» Your goal
Print out the full material below, exact in every line, with no images included.

» Record set
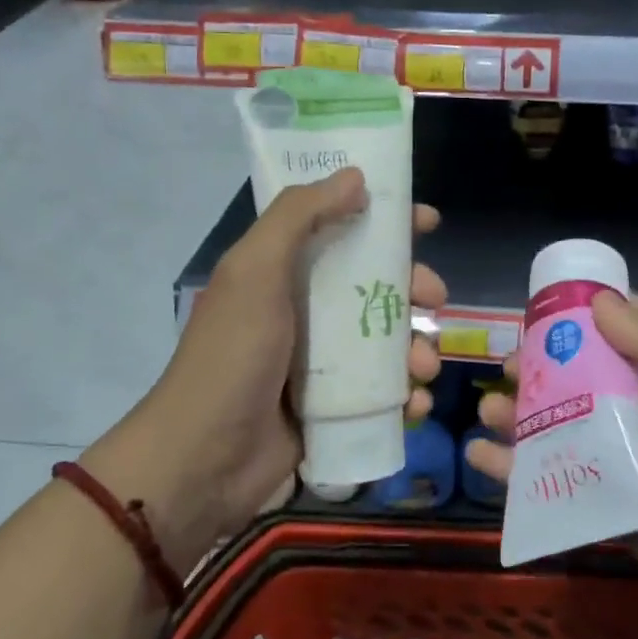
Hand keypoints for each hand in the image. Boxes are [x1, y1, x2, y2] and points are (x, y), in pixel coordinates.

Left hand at [86, 168, 441, 571]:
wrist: (202, 462)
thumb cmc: (232, 357)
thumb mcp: (255, 273)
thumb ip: (299, 216)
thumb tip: (355, 176)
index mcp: (284, 272)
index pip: (342, 229)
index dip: (385, 220)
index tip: (426, 221)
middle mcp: (306, 311)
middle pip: (376, 285)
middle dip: (413, 289)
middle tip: (435, 299)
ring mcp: (322, 362)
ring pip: (388, 340)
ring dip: (418, 348)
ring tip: (425, 368)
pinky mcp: (334, 407)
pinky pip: (384, 392)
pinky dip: (407, 395)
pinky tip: (416, 404)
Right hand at [470, 291, 637, 638]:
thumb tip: (598, 303)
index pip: (625, 335)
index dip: (586, 318)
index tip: (542, 309)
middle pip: (583, 383)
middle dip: (542, 371)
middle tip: (505, 366)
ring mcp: (628, 466)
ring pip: (563, 432)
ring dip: (522, 418)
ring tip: (488, 408)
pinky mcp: (612, 512)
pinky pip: (557, 486)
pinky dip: (517, 474)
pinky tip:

» Task answer
Hand keypoints for each hand in the image. Boxes are [x1, y1, x2, y2] and points are (x, y), in pixel coordinates.

Left hand at [86, 168, 441, 571]:
wrist: (202, 462)
thumb cmc: (232, 357)
thumb mcp: (255, 273)
thumb ip: (299, 216)
thumb tip: (355, 176)
index mcp: (284, 272)
index pip: (342, 229)
index dip: (385, 220)
index tip: (426, 221)
middle mcp: (306, 311)
middle pip: (376, 285)
middle dip: (413, 289)
middle tip: (435, 299)
ring mcp: (322, 362)
ring pip: (388, 340)
ring dip: (418, 348)
ring tip: (425, 368)
pinky mcp: (334, 407)
pinky pip: (384, 392)
pinky dip: (407, 395)
pinky tip: (416, 404)
Right hand at [470, 291, 637, 638]:
thumb tip: (598, 303)
index pip: (625, 335)
index dip: (586, 318)
index tip: (542, 309)
middle pip: (583, 383)
middle dip: (542, 371)
middle tip: (505, 366)
ring mcp: (628, 466)
ring pip: (563, 432)
ring dip: (522, 418)
ring tip: (488, 408)
pinky mcp: (612, 512)
pinky pip: (557, 486)
pinky dip: (517, 474)
pinky tip:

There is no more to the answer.